Behind the scenes of Rotary's virtual reality film about a polio survivor, a specially outfitted camera captures a 360-view of a classroom in India.

At this year’s World Polio Day celebration in Atlanta, Rotary is harnessing the power of virtual reality technology to build empathy and inspire action in our fight to eradicate polio.


Rotary, with support from the U.S. Fund for UNICEF, produced a virtual reality film that tells the story of Alokita, a young adult who suffered paralysis from polio as a child growing up in India, which has been polio-free since 2011.

“When you open your eyes and see a different environment around you, you relate to the subject on a visceral, personal level,” says Vincent Vernet, direct of digital and publishing with Rotary’s communications team, who spearheaded the project. “The final push to end polio requires significant resources and emotional investment. This type of innovative technology has the potential to inspire that.”

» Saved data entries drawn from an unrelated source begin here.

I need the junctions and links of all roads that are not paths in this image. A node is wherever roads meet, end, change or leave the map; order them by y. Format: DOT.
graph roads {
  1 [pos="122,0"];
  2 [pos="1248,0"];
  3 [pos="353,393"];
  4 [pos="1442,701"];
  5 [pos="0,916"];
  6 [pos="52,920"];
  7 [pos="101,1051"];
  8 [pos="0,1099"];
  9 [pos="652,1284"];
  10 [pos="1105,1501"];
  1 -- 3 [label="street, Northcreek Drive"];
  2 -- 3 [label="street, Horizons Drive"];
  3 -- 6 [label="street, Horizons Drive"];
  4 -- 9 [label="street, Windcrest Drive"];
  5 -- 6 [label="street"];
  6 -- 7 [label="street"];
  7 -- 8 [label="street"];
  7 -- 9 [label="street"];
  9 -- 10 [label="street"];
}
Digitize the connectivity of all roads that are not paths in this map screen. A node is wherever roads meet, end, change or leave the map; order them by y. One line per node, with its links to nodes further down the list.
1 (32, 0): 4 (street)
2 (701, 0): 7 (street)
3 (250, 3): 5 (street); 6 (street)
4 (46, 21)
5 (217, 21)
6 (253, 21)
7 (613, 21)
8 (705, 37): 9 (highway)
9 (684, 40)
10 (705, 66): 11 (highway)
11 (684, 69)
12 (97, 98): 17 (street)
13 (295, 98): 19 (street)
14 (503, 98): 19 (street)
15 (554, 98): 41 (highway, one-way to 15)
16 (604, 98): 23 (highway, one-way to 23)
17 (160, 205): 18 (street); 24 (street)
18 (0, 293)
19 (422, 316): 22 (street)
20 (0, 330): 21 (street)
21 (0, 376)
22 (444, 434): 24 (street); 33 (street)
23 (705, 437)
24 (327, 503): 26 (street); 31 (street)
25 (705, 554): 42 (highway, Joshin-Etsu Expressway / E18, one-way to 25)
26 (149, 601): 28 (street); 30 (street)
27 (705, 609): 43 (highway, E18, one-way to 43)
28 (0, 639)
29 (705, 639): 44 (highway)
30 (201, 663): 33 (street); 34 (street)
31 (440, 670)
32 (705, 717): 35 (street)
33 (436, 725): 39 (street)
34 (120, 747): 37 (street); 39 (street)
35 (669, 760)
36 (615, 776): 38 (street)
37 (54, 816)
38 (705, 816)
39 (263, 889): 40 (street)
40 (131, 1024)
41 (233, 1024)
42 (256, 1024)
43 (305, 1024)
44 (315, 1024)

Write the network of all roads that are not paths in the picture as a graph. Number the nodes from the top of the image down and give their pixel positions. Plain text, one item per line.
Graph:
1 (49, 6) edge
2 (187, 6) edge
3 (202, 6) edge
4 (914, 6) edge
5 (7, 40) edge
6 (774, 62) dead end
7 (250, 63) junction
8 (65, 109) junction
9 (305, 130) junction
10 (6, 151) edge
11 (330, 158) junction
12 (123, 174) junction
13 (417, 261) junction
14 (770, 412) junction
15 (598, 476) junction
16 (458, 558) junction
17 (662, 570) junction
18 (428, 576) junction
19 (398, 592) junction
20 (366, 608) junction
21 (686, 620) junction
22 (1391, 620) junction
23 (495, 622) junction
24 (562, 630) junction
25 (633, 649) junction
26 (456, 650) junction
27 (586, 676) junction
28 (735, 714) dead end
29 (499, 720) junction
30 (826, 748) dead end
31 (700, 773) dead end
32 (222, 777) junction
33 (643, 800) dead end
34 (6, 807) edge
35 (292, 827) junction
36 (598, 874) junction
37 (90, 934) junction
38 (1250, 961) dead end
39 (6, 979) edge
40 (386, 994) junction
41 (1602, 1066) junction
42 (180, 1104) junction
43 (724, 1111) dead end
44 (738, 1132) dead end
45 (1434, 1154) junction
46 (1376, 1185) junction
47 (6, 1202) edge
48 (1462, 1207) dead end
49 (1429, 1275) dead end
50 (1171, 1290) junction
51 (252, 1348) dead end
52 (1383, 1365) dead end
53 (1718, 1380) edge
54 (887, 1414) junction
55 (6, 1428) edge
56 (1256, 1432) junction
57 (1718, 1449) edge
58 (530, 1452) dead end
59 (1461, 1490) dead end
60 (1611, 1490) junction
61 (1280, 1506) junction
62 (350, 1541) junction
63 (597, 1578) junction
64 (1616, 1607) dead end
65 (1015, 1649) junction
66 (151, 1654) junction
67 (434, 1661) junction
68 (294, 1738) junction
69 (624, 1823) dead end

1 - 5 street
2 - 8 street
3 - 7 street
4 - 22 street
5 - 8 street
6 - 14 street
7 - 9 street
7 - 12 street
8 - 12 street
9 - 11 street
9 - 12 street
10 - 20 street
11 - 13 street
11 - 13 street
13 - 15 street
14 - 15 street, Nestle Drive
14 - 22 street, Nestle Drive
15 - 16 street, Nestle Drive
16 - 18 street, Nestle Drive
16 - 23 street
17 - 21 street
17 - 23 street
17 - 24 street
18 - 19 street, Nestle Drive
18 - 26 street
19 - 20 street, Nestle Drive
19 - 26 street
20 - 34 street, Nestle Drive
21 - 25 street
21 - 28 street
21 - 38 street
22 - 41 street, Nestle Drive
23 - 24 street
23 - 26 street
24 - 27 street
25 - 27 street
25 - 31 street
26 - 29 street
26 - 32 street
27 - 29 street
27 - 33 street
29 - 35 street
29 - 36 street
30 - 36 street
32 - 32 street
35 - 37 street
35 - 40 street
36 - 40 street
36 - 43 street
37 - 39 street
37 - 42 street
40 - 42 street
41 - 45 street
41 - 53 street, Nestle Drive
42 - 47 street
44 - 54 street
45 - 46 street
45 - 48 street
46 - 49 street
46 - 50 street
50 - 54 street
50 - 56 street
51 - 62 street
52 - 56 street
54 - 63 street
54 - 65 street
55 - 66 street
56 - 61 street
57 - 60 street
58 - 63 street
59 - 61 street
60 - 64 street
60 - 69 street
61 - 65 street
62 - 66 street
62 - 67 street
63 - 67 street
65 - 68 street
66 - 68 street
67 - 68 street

Actress and polio ambassador Archie Panjabi introduces us to Alokita, part of the last generation of children to be affected by polio, and the doctors working to provide corrective surgery to survivors like her. Viewers are transported to India as soon as they put on the virtual reality headset, which transmits the 360-degree mix of sights and sounds. In this interactive environment, viewers roam the streets of Delhi and the halls of St. Stephen’s Hospital, home to India’s only polio ward, where Alokita takes her first steps in 11 years.

UNICEF has worked with virtual reality since 2015, recognizing that immersive experience can be a powerful advocacy tool. The agency also produced a film, You are there: On the road to making polio history, in this model. Actor and goodwill ambassador Ewan McGregor introduces and narrates the five-minute film, which takes us to a Kenyan village to meet a nine-year-old boy infected with polio and a vaccinator working to spare other children his fate.

Both films will debut on World Polio Day, at the Atlanta headquarters of the U.S. Centers for Disease Control and Prevention, where facilitators will walk newcomers through the individual viewing process. Then the two films will travel to San Diego for an audience with Rotary leaders at the International Assembly in early 2017 and will be available to the public later in the year.